What you need to do — Look below for the line containing "622 461 68 1 bx"; from there, print each line exactly up to and including the line containing "(常任幹事) 324 692 tx", and stop.

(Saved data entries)
[Start of Attachment]
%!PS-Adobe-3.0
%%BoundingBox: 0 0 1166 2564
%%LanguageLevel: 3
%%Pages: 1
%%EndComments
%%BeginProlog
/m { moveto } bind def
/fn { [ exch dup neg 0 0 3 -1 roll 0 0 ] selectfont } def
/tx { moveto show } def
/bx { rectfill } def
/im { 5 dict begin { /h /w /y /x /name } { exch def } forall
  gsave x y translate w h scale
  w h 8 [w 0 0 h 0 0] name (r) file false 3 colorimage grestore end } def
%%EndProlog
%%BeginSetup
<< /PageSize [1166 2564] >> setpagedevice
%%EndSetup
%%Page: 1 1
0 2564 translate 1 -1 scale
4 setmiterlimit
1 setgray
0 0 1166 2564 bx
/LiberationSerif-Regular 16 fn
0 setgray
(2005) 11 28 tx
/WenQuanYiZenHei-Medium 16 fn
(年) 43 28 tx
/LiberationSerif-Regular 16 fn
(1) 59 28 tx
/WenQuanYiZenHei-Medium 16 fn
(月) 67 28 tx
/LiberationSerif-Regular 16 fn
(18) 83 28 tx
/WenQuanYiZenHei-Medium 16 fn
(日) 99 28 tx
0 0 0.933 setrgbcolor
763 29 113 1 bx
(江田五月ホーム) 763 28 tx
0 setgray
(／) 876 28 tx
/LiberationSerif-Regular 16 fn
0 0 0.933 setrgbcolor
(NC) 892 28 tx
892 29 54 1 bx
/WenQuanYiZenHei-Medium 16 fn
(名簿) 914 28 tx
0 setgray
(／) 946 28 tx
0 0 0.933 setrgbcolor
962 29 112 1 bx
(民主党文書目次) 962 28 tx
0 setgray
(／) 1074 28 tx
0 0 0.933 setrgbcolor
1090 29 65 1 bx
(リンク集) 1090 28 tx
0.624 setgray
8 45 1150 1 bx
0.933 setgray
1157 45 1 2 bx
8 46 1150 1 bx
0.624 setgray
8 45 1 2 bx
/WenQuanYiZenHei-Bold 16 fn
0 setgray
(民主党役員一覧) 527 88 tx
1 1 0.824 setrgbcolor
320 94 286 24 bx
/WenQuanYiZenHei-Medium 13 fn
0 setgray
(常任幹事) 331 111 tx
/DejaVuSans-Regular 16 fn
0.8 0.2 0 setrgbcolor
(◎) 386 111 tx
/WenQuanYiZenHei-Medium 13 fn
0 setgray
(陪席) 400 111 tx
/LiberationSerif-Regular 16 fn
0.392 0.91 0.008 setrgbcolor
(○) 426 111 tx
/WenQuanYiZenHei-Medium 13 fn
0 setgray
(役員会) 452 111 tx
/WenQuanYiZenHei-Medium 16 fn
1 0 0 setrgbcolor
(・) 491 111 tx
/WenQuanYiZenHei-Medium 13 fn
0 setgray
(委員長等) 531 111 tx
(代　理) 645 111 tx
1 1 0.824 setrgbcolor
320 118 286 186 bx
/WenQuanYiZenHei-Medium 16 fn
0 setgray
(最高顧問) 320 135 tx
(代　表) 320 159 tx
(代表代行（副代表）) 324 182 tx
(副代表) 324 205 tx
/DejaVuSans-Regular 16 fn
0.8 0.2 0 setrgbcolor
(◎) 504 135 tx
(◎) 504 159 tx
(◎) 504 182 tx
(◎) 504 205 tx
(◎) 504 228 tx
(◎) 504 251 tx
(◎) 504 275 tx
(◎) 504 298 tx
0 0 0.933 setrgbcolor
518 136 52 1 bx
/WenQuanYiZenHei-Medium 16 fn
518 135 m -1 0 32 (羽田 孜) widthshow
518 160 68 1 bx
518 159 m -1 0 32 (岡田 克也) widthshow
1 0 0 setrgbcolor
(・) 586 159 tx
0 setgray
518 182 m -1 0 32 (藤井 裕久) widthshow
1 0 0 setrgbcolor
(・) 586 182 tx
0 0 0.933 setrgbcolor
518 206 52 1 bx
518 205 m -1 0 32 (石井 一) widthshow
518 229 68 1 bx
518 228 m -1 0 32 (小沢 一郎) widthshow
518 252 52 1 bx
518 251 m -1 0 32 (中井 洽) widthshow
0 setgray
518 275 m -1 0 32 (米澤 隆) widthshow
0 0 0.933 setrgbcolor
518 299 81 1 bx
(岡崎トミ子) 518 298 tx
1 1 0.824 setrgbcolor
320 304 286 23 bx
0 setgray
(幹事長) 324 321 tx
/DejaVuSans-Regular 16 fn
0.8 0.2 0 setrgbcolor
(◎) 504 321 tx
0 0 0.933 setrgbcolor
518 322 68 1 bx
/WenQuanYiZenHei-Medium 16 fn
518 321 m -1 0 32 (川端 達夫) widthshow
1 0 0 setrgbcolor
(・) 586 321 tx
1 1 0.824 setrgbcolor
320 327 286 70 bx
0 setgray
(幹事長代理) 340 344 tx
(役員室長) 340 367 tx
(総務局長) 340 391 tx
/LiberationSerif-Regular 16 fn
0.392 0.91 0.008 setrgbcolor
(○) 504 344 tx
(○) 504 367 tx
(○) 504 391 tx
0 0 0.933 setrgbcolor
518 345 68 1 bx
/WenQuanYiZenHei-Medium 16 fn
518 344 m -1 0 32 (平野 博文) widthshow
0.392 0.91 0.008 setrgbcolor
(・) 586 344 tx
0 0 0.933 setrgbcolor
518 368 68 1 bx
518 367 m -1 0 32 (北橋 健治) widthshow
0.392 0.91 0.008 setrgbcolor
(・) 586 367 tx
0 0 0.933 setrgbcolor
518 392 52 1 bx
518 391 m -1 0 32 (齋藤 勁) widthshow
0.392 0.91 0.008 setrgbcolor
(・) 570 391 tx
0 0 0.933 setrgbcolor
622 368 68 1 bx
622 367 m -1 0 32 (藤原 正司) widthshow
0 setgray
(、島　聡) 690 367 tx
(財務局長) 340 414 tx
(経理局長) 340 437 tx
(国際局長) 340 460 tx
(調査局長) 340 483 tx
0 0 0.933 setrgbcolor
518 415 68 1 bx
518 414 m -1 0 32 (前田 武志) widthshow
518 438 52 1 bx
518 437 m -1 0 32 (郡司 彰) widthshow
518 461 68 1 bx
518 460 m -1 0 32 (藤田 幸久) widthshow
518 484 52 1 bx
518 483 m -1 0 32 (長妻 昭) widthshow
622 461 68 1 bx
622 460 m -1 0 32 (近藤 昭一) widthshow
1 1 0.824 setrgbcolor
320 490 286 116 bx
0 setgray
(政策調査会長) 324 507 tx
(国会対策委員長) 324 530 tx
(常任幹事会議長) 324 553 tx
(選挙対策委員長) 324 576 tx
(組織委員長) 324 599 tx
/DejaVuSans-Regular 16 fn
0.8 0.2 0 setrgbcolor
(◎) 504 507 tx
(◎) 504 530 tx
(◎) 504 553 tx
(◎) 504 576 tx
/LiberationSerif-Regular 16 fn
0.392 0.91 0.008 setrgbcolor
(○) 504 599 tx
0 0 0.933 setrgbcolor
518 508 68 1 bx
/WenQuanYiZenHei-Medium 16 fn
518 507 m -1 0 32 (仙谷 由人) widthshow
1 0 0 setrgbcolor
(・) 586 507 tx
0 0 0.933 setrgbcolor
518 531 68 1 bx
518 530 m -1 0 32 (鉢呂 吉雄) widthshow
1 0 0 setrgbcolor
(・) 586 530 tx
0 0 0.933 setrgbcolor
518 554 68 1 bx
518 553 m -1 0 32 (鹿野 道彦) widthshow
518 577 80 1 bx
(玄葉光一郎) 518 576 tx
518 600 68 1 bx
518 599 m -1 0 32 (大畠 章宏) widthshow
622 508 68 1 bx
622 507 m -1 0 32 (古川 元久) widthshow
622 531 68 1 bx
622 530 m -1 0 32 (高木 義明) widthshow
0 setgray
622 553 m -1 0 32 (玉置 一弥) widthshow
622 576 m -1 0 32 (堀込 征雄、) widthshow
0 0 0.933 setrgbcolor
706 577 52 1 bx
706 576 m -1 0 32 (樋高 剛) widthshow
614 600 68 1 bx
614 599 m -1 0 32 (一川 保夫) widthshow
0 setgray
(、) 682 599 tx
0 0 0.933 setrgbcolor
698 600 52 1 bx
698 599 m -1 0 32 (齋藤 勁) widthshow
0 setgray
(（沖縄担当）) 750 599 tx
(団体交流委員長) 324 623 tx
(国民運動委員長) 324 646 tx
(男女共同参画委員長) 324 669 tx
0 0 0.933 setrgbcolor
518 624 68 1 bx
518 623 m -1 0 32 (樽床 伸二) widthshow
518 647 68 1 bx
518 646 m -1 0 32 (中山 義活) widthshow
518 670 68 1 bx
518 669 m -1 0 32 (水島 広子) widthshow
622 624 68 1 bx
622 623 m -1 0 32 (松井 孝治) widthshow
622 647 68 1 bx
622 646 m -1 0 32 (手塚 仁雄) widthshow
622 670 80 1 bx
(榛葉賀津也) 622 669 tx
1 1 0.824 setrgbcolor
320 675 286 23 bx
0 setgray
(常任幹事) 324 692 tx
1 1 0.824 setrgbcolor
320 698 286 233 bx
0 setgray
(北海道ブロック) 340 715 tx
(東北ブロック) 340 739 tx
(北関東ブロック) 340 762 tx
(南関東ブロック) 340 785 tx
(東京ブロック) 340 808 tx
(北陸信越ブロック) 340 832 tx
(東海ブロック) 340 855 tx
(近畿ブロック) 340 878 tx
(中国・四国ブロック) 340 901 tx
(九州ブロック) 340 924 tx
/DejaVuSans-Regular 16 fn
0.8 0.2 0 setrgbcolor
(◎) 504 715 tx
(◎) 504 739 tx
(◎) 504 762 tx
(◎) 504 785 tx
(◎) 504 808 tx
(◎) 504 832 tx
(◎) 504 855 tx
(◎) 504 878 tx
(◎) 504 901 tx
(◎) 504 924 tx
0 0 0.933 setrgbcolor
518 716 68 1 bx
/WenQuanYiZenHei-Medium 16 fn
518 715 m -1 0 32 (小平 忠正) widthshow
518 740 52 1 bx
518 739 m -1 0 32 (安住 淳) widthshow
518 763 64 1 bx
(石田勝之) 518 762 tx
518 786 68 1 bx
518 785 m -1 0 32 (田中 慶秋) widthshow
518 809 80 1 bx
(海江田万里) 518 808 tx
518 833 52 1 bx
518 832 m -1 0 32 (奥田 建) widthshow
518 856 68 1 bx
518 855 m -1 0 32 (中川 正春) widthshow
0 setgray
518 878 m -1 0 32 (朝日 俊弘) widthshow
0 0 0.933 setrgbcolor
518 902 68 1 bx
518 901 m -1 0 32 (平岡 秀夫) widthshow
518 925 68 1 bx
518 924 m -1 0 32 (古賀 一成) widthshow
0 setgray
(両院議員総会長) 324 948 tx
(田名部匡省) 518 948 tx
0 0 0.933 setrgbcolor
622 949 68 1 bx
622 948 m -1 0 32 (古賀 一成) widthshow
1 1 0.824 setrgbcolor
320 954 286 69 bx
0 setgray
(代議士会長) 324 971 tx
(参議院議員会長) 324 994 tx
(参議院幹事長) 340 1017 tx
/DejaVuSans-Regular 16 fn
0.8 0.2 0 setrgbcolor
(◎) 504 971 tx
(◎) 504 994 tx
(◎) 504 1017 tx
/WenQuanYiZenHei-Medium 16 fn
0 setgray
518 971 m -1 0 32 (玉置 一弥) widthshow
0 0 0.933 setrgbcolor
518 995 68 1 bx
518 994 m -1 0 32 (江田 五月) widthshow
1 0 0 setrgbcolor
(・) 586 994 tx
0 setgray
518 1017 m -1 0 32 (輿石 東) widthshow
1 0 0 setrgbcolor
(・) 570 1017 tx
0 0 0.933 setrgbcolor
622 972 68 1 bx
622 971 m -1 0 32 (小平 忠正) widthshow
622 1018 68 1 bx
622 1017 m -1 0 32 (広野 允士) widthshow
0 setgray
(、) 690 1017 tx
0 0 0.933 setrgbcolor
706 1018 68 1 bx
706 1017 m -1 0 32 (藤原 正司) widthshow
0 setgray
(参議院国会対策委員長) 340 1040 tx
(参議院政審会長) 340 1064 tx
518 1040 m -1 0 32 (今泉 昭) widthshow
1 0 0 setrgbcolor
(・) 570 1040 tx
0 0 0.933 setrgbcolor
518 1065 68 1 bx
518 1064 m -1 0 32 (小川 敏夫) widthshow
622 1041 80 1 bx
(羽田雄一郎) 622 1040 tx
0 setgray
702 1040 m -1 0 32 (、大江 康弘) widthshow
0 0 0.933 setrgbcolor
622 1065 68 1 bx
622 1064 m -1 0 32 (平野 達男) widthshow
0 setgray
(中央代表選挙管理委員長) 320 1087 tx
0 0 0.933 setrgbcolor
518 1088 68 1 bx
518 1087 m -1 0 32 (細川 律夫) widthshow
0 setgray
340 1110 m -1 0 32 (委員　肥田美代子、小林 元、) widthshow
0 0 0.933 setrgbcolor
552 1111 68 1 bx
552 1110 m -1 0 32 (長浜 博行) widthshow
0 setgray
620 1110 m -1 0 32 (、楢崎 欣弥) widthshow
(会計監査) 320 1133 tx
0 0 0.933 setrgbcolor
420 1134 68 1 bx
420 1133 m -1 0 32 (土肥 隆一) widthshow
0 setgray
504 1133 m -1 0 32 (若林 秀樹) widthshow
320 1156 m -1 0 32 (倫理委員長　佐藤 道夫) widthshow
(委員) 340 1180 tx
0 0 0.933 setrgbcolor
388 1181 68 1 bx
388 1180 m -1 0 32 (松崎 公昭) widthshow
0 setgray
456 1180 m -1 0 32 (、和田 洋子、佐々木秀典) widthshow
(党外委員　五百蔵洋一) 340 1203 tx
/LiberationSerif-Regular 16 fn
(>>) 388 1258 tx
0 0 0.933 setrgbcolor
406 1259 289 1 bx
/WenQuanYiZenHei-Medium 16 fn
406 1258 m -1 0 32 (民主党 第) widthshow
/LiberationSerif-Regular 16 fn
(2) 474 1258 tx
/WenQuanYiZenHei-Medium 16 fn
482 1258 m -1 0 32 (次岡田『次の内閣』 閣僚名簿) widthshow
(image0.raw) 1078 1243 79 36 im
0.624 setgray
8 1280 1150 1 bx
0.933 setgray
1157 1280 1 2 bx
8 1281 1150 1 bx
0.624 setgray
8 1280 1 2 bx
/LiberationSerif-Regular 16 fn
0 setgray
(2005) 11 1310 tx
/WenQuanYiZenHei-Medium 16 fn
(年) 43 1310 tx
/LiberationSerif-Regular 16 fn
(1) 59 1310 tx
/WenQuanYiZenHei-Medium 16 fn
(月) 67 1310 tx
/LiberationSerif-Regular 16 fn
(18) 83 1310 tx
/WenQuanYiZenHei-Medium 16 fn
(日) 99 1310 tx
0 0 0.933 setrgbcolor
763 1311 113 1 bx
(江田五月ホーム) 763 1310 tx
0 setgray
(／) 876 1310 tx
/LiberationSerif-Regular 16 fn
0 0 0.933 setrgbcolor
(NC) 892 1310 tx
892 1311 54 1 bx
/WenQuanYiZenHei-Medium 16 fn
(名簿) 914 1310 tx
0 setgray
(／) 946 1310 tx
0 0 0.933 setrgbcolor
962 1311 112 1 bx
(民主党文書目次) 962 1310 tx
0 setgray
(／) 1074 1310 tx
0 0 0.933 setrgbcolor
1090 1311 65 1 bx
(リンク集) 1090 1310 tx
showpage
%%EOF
[End of Attachment]
Written reply —
622 461 68 1 bx
622 460 m -1 0 32 (近藤 昭一) widthshow
1 1 0.824 setrgbcolor
320 490 286 116 bx
0 setgray
(政策調査会長) 324 507 tx
(国会対策委員長) 324 530 tx
(常任幹事会議長) 324 553 tx
(選挙対策委員長) 324 576 tx
(組織委員長) 324 599 tx
/DejaVuSans-Regular 16 fn
0.8 0.2 0 setrgbcolor
(◎) 504 507 tx
(◎) 504 530 tx
(◎) 504 553 tx
(◎) 504 576 tx
/LiberationSerif-Regular 16 fn
0.392 0.91 0.008 setrgbcolor
(○) 504 599 tx
0 0 0.933 setrgbcolor
518 508 68 1 bx
/WenQuanYiZenHei-Medium 16 fn
518 507 m -1 0 32 (仙谷 由人) widthshow
1 0 0 setrgbcolor
(・) 586 507 tx
0 0 0.933 setrgbcolor
518 531 68 1 bx
518 530 m -1 0 32 (鉢呂 吉雄) widthshow
1 0 0 setrgbcolor
(・) 586 530 tx
0 0 0.933 setrgbcolor
518 554 68 1 bx
518 553 m -1 0 32 (鹿野 道彦) widthshow
518 577 80 1 bx
(玄葉光一郎) 518 576 tx
518 600 68 1 bx
518 599 m -1 0 32 (大畠 章宏) widthshow
622 508 68 1 bx
622 507 m -1 0 32 (古川 元久) widthshow
622 531 68 1 bx
622 530 m -1 0 32 (高木 義明) widthshow
0 setgray
622 553 m -1 0 32 (玉置 一弥) widthshow
622 576 m -1 0 32 (堀込 征雄、) widthshow
0 0 0.933 setrgbcolor
706 577 52 1 bx
706 576 m -1 0 32 (樋高 剛) widthshow
614 600 68 1 bx
614 599 m -1 0 32 (一川 保夫) widthshow
0 setgray
(、) 682 599 tx
0 0 0.933 setrgbcolor
698 600 52 1 bx
698 599 m -1 0 32 (齋藤 勁) widthshow
0 setgray
(（沖縄担当）) 750 599 tx
(団体交流委員長) 324 623 tx
(国民運動委員長) 324 646 tx
(男女共同参画委員長) 324 669 tx
0 0 0.933 setrgbcolor
518 624 68 1 bx
518 623 m -1 0 32 (樽床 伸二) widthshow
518 647 68 1 bx
518 646 m -1 0 32 (中山 義活) widthshow
518 670 68 1 bx
518 669 m -1 0 32 (水島 広子) widthshow
622 624 68 1 bx
622 623 m -1 0 32 (松井 孝治) widthshow
622 647 68 1 bx
622 646 m -1 0 32 (手塚 仁雄) widthshow
622 670 80 1 bx
(榛葉賀津也) 622 669 tx
1 1 0.824 setrgbcolor
320 675 286 23 bx
0 setgray
(常任幹事) 324 692 tx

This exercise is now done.